After reading about the upcoming expansion, I decided to give World of Warcraft a try again.  I’ve been playing Lord of the Rings Online and Everquest II for the past year and thought it might be interesting to return to World of Warcraft just to see what it would be like.  Like any good game, every now and then a desire to play the game pops up and you find yourself reinstalling the game.

Thankfully, Blizzard allowed me to try before I buy.  My account hadn’t been used since some time in late 2006 and was eligible.  With my excitement fairly high about returning to a long lost love, I started the download.  At 6.5GB in size, I was in for a long night despite getting an average of somewhere around 400KB/s download speed.  The good news is that the game was installing as it was downloading so I estimated a two hour download and started working on other things while I waited.  I forgot about doing any sort of game research.

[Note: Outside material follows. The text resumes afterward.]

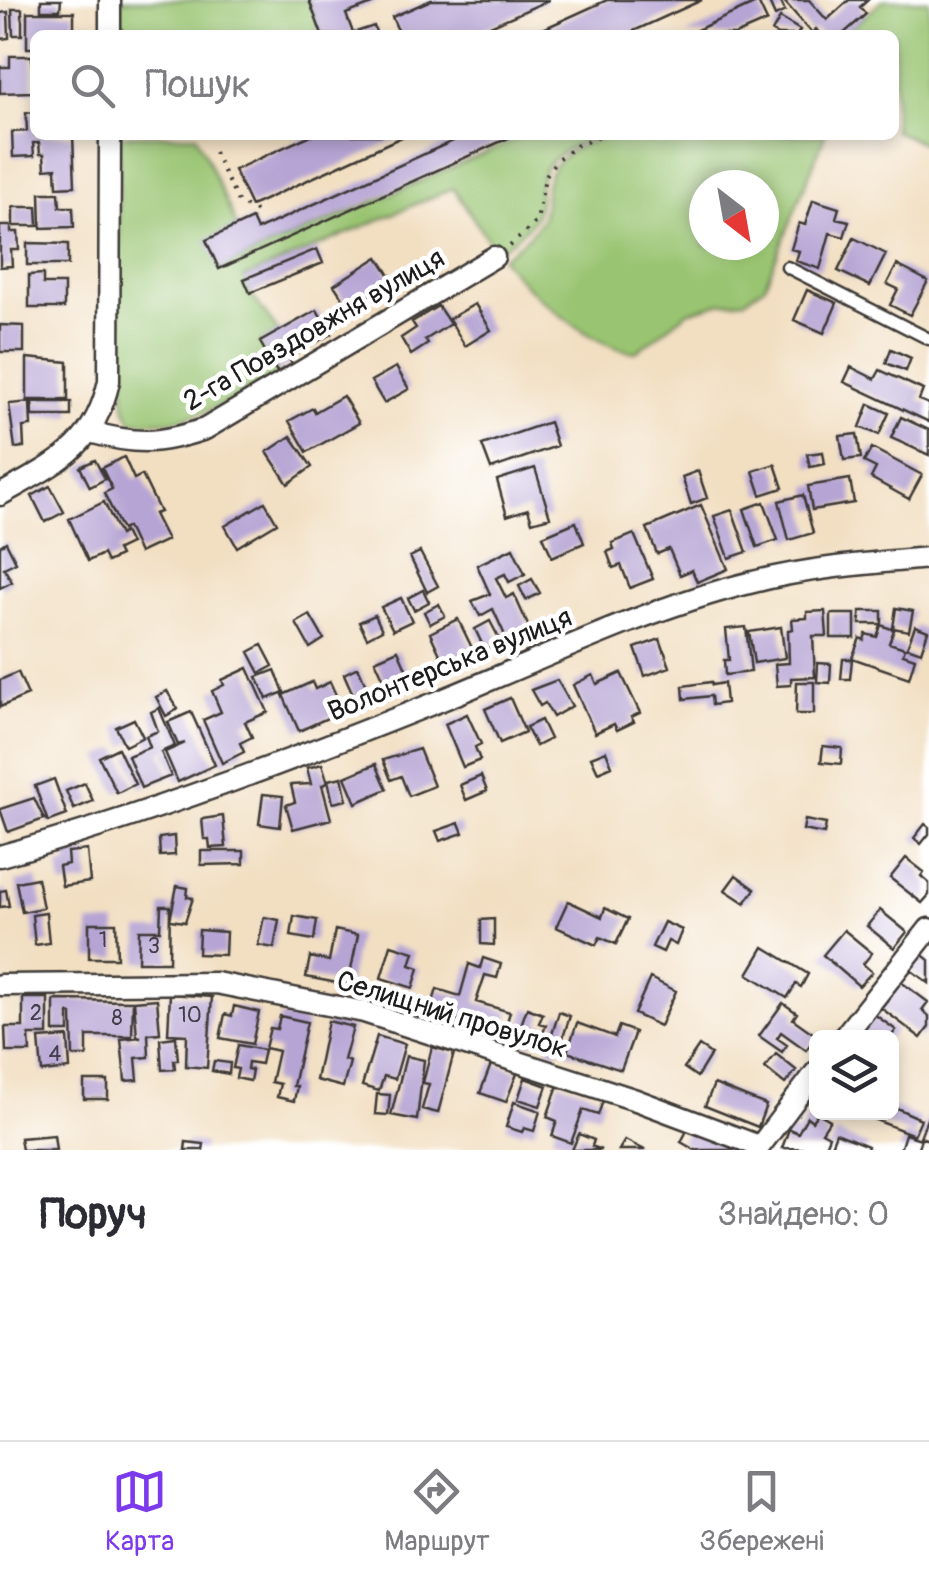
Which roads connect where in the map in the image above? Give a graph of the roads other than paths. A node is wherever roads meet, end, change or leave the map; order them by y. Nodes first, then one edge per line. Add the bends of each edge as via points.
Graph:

At 10pm, the download and installation procedure was completed.  I logged in and cranked up the video settings because my new computer should easily be able to handle World of Warcraft’s graphics.  Then it hit me, I have no UI Add ons.  The stock interface for the game is pretty ugly and I forgot that Blizzard never implemented movable windows of any sort into the game.  I can’t tell you how jarring it is to come into the game and not be able to drag a window around by dragging on the title bar.  Why Blizzard never implemented this into the stock UI is beyond me.  The first hour of my return was easily consumed by browsing curse.com for various UI enhancements.  Discord Unit Frames is gone as is the sublime healing mod that came with it.  xPerl and CT-Mod still exist and have been updated to the new 3.2 client.  I remember Atlas and Titan Panel were staples of my UI back then.  Titan Panel has been replaced by FuBar but without a compilation download to get all the essential modules.  Apparently, I need Heal Bot Continued or Vodhu as a Priest.  The experience was confusing and daunting for the returning player because not only did these need to be downloaded but I had to configure them.

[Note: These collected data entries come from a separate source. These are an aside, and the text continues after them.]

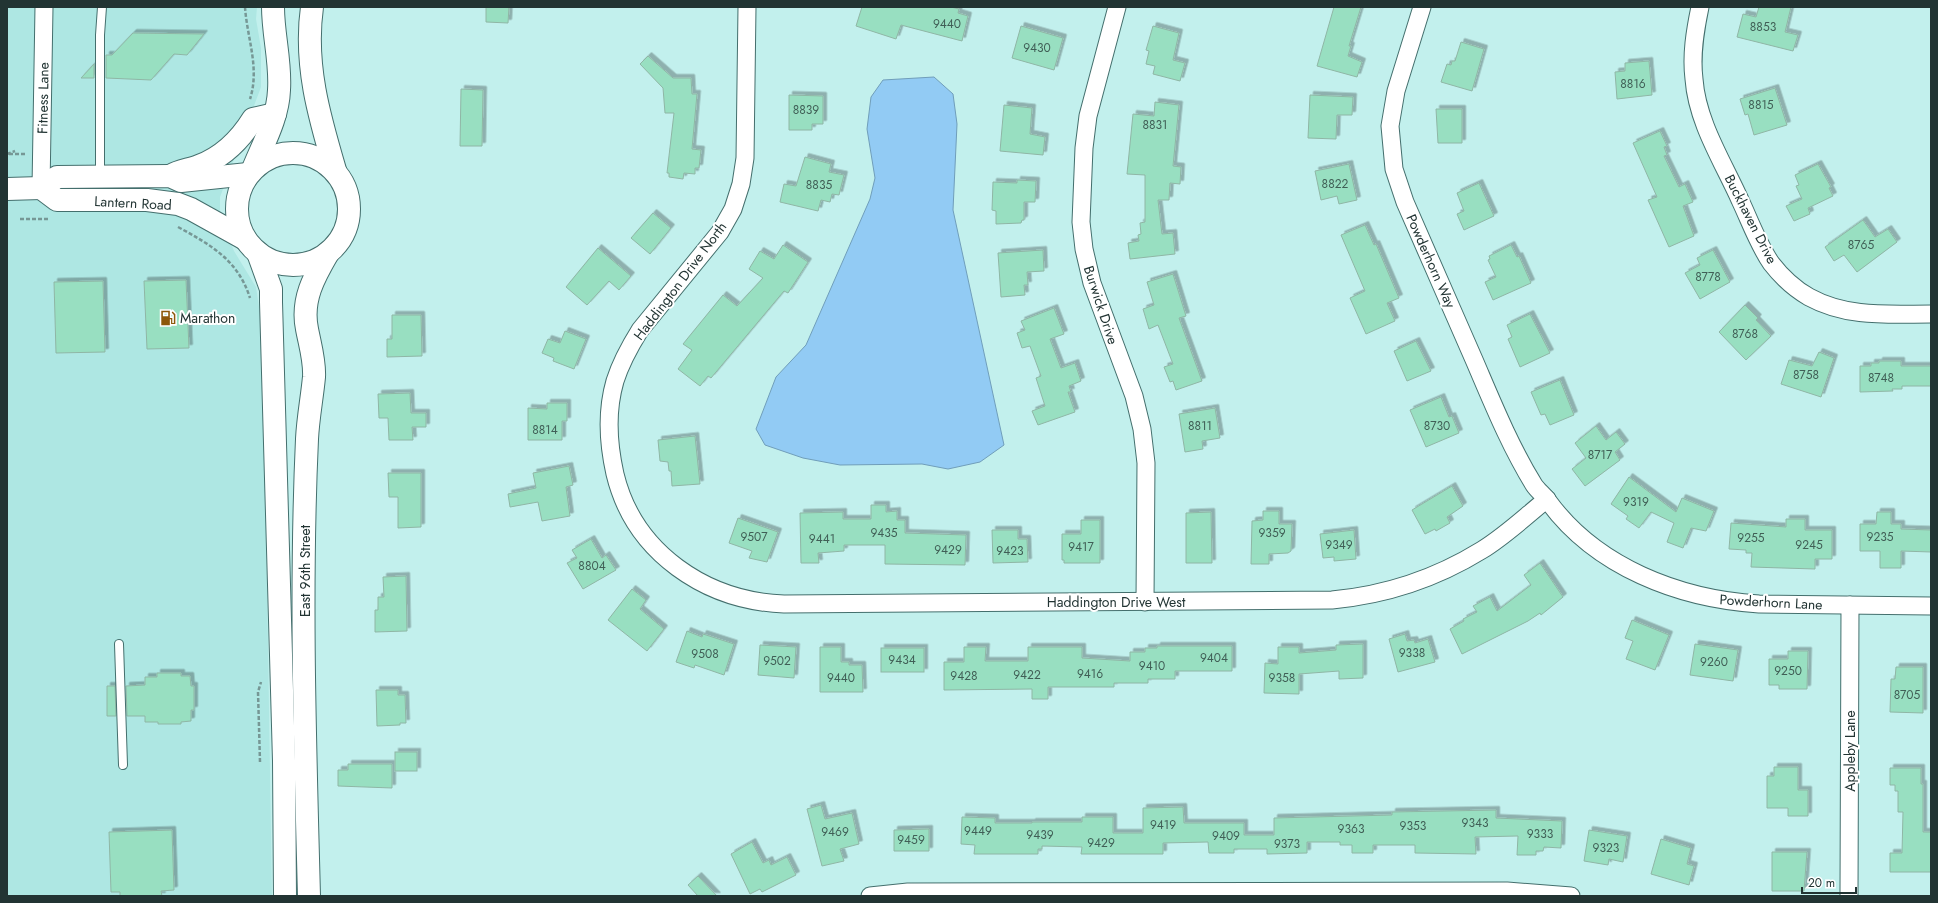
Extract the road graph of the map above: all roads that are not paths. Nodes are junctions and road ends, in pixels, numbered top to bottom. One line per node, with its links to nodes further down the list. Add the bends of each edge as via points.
1 (44, 7): 14 (street, Fitness Lane)
2 (102, 7): 13 (lane)
3 (273, 7): 9 (main road, via 273,27 280,74)
4 (312, 7): 10 (main road, via 309,45 312,85)
5 (747, 7): 20 (street, Haddington Drive North, via 745,158 741,184 733,209 720,232 640,330 623,359 615,382 609,415 609,440 619,490 634,520)
6 (1422, 7): 19 (street, Powderhorn Way, via 1396,92 1390,126 1394,169 1405,202 1507,437 1535,486)
7 (1700, 7): 18 (street, Buckhaven Drive, via 1692,63 1697,102 1758,240 1771,262 1802,292 1833,307 1865,314)
8 (1113, 8): 21 (street, Burwick Drive, via 1088,116 1084,148 1082,222 1084,249 1092,283 1133,392 1142,429 1146,462)
9 (275, 114): 11 (main road); 12 (main road, via 253,119 237,142 215,158)
10 (335, 170): 11 (main road, via 320,159 303,153 285,152 267,158); 17 (main road, via 345,186 349,204 348,222 341,239)
11 (250, 172): 12 (main road, Lantern Road, via 181,181); 16 (main road, via 242,185 237,203 238,222)
12 (170, 176): 13 (main road, Lantern Road)
13 (100, 177): 14 (main road, Lantern Road, via 57,177)
14 (41, 188): 15 (main road); 16 (main road, Lantern Road, via 57,200 147,200 178,204 191,209)
15 (7, 189)
16 (252, 246): 17 (main road, via 274,262 293,265 312,262); 27 (main road, East 96th Street, via 271,290 284,761)
17 (328, 253): 28 (main road, East 96th Street, via 312,280 305,312 314,375 307,437 305,541 304,698)
18 (1931, 314)
19 (1547, 499): 21 (street, Haddington Drive West, via 1503,535 1460,563 1431,578 1391,591 1332,600); 22 (street, Powderhorn Lane, via 1562,518 1599,550 1636,573 1668,586 1700,596 1734,602)
20 (667, 560): 21 (street, Haddington Drive West, via 709,588 734,597 768,604)
21 (1145, 602)
22 (1850, 605): 23 (street, Powderhorn Lane); 31 (street, Appleby Lane)
23 (1931, 606)
24 (119, 644): 25 (lane)
25 (123, 765)
26 (1525, 894): 29 (street, via 916,892); 30 (street)
27 (285, 896)
28 (309, 896)
29 (870, 896)
30 (1571, 896)
31 (1850, 896)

After a bit more than an hour, I’m sitting with a barely usable UI and that’s when I started to get acquainted with my character, a level 70 Priest.  More confusion.  Glyphs?  What the hell are Glyphs??  Oh great, my talent tree is empty and most top end talents have changed.  Do I want to spec Holy, Discipline or Shadow?  Hell what’s changed in each of these specs?  Do I need to specialize into Shadow to level to 80?  There goes another hour looking all this stuff up.  I chose to spec Holy because that’s what I was before and it seemed to work for me.  Only this morning, did I learn that for some obscene amount of gold you could buy a dual talent capability where I could spec two trees worth and switch between them.  What are Glyphs again?

Eventually, I had to get to the point where I could go fight something.  There’s no way I could spend two hours downloading the game, one hour downloading UI add ons, another hour researching talent trees and another hour figuring out what I had in my inventory to not kill at least one mob.  Ogres above Shattrath would have to do and I almost died to my first one.  It’s going to take a bit of time to get reacquainted with all the spells that I have at my disposal.  I’m almost thinking that it would have been better to simply level a new character so that I could get used to the game again.  I have a hunter that’s level 61 and I don’t even want to think about what it would take to level her to 80 or the changes to pets.  Oh and what’s this vehicle system I keep seeing?  My return to World of Warcraft can only be described with one word, confusion.  I’m on Dalvengyr as Kressilac if anyone wants to help save a lost returning player.